Never used any of these, never will..
dont see any need for it, and it seems like it would wear away in 2 minutes..especially in the chute with all that fast-moving snow moving through it..

meh, im not sold.

Scot


----------



## PolarNorth

Well, I'm always willing to try things out, so after reading this thread tonight I ran out to O'Reilly Auto Parts and picked up a can of Fluid Film figuring it's at least worth seeing what it can do.


----------



## AriensProMike

I never use the bacon grease. I think it would invite rodents that may end up under the engine shroud. Ski wax sounds good.


----------



## r2d

Fluid film! Buy it in a spray can, or with a applicator brush or a gallon. You'll Start Using It everywhere! Great to use on everything before you store your blower too. I use it on a fleet of toro single stage blowers. No clogging here. They are subjected to salt and calcium chloride every snowfall. Great for rust prevention too. Keeps nuts and bolts easy to take on and off when things break. Love the stuff. I put it on my samwiches too. I'm silly like that! Well.........that's a lie. But I have coated some outdoor metal sconces and they look like new year round. Ok. I'm done. Looking forward to winter. Pushin, blowing, and shoveling snow!


----------



## skutflut

Pathfinder13 said:


> No.. Ski Wax on the INSIDE surface of the chute to make the snow fly without friction drag. Of course, the paint should be decent in there for the wax. Ski Wax is formulated for durability and super slippery at cold temperature.
> 
> Whatever spray you want anywhere else.
> 
> I use regular car wax on the outsise surfaces. Like Kit or Turtle wax or whatever brand you happen to be using.

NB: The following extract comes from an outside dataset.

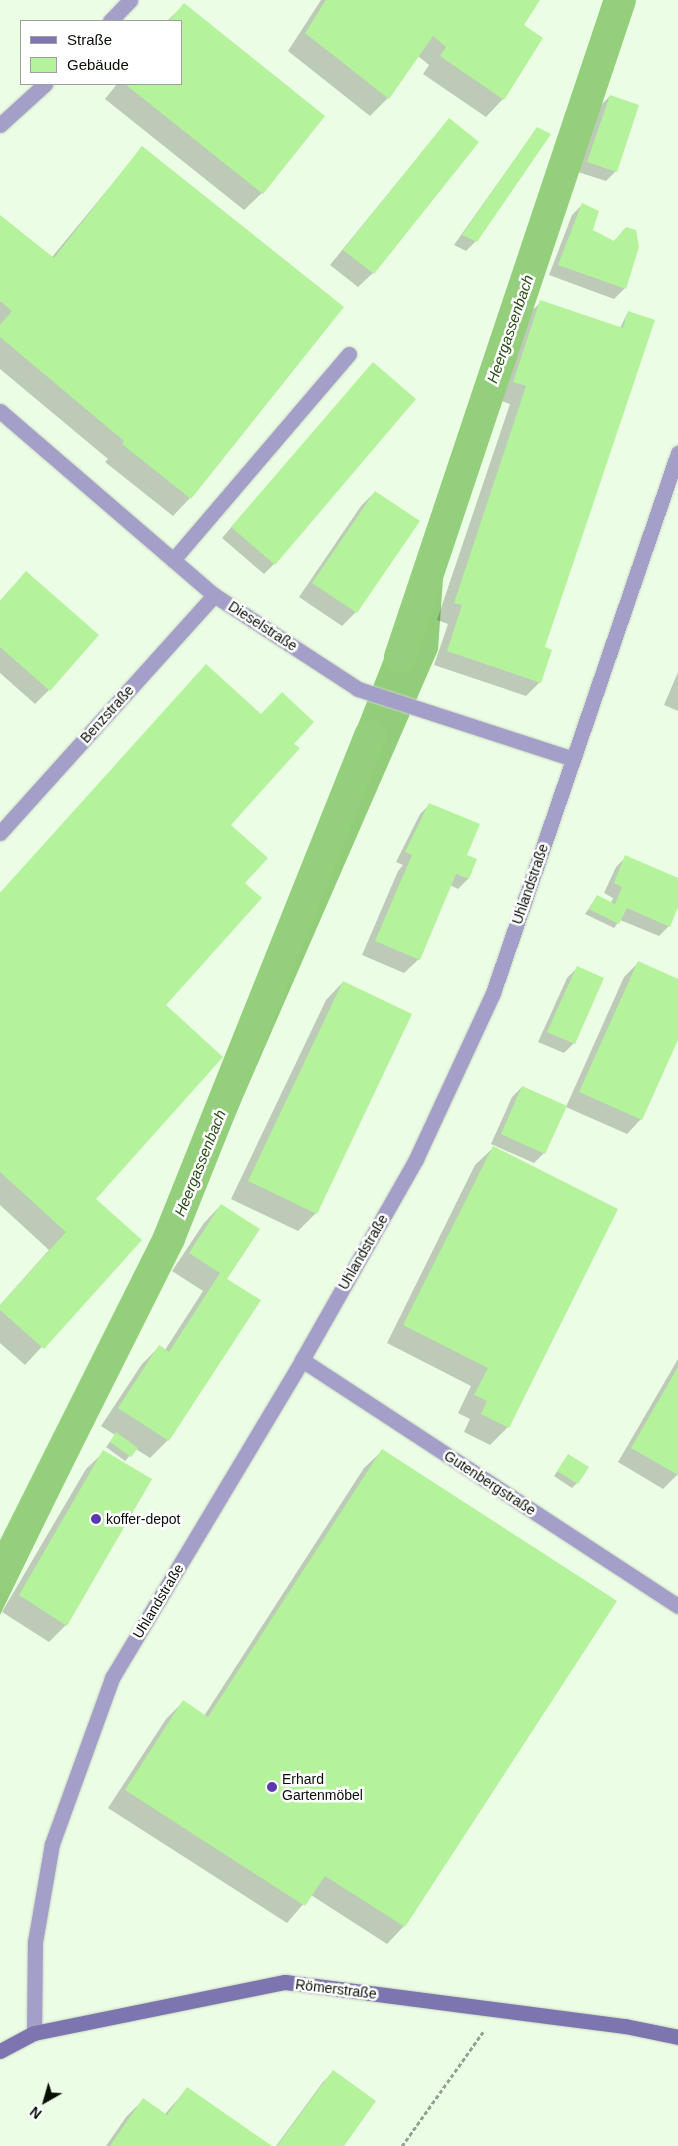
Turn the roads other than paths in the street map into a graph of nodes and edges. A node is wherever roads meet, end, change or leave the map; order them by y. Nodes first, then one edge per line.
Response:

Ski wax would probably last a lot longer than a liquid spray. Doesn't ski wax require a hot application, with an iron or something?


----------



## yarcraftman

Question on fluid film all. 

Doesn't this stuff drip all over your driveway or garage floor after you spray it on? It looks so much like a liquid that it would just slowly keep dripping everywhere? Just curious. 

I just used a Meguiars car wax NXT on my snowblowers but they are new still.


----------



## Stevebass4

r2d said:


> Fluid film! Buy it in a spray can, or with a applicator brush or a gallon. You'll Start Using It everywhere! Great to use on everything before you store your blower too. I use it on a fleet of toro single stage blowers. No clogging here. They are subjected to salt and calcium chloride every snowfall. Great for rust prevention too. Keeps nuts and bolts easy to take on and off when things break. Love the stuff. I put it on my samwiches too. I'm silly like that! Well.........that's a lie. But I have coated some outdoor metal sconces and they look like new year round. Ok. I'm done. Looking forward to winter. Pushin, blowing, and shoveling snow!


 i use it as well BUT the stuff STINKS!!!


----------



## Stevebass4

yarcraftman said:


> Question on fluid film all.
> 
> Doesn't this stuff drip all over your driveway or garage floor after you spray it on? It looks so much like a liquid that it would just slowly keep dripping everywhere? Just curious.
> 
> I just used a Meguiars car wax NXT on my snowblowers but they are new still.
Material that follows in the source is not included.